• [Task goal]
Work out the number of lines with the word "leaves" in the material below, then reply with that number only.

• [Excerpted records]
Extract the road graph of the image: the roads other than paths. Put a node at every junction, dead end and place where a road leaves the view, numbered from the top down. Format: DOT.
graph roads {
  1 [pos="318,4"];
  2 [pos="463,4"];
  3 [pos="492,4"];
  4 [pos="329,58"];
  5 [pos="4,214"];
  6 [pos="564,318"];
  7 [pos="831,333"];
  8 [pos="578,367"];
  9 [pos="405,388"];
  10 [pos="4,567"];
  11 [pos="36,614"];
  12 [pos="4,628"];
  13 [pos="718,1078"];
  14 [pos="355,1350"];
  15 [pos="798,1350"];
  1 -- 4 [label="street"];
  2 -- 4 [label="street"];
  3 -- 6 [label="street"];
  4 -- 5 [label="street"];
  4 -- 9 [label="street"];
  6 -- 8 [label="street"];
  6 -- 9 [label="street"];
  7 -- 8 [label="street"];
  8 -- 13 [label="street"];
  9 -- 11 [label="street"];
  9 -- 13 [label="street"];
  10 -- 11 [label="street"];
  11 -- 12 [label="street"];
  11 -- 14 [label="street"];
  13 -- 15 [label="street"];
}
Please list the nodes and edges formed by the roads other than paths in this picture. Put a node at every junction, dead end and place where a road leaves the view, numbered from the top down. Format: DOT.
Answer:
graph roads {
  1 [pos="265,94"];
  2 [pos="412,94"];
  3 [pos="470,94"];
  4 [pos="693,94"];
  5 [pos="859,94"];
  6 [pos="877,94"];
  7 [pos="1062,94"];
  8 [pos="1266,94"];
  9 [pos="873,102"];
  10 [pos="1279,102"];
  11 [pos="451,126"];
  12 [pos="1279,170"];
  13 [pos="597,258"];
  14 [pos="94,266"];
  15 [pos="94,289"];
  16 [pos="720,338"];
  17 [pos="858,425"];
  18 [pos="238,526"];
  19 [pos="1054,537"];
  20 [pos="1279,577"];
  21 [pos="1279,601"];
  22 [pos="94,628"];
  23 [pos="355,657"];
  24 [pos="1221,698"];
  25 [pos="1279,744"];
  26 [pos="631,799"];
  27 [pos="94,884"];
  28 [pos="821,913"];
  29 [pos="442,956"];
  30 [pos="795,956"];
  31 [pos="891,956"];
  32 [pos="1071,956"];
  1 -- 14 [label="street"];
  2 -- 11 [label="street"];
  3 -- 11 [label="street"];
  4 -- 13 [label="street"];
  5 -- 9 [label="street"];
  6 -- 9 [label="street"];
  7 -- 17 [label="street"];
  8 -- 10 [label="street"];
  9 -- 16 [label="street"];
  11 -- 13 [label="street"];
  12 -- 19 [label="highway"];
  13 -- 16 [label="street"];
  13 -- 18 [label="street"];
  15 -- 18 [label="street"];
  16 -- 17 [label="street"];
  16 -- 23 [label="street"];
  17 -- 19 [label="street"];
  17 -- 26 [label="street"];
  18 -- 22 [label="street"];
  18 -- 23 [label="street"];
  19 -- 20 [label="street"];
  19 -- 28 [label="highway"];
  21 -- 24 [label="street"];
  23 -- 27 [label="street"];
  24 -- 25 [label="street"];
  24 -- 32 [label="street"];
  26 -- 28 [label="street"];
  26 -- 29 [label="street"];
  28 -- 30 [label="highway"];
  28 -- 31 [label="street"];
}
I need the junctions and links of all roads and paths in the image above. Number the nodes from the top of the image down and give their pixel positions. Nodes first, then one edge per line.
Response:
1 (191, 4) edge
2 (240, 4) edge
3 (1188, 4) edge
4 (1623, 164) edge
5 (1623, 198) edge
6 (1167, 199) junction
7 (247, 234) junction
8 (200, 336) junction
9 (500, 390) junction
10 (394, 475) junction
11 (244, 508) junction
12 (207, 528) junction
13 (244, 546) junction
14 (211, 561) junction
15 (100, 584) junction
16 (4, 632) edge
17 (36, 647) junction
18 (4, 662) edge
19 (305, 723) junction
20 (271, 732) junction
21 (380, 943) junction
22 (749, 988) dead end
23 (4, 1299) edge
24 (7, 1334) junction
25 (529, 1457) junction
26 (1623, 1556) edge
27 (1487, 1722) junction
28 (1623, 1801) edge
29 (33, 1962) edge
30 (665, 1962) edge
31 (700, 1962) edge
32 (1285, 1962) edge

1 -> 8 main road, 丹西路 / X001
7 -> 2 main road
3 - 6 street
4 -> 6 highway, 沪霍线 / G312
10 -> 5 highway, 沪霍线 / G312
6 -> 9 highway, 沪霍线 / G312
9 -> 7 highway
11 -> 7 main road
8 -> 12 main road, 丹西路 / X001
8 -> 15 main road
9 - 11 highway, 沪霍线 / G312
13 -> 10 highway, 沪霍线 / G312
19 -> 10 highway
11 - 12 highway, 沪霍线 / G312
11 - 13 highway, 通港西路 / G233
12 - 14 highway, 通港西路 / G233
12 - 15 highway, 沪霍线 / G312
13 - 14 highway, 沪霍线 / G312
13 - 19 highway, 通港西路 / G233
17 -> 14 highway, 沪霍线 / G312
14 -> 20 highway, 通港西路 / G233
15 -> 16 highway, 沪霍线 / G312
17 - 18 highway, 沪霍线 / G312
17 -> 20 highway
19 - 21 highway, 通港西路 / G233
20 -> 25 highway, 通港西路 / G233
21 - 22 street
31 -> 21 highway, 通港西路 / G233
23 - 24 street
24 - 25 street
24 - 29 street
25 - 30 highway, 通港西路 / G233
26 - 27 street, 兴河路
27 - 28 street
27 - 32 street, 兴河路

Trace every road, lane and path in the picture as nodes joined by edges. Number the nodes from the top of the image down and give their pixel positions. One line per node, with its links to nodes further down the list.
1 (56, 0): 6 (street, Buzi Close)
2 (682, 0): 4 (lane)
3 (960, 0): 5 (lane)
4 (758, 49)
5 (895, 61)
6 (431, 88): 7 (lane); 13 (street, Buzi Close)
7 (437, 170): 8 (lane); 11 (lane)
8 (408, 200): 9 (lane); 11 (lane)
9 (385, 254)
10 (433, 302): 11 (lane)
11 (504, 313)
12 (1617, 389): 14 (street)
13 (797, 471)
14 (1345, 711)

• [Result for this exercise]
2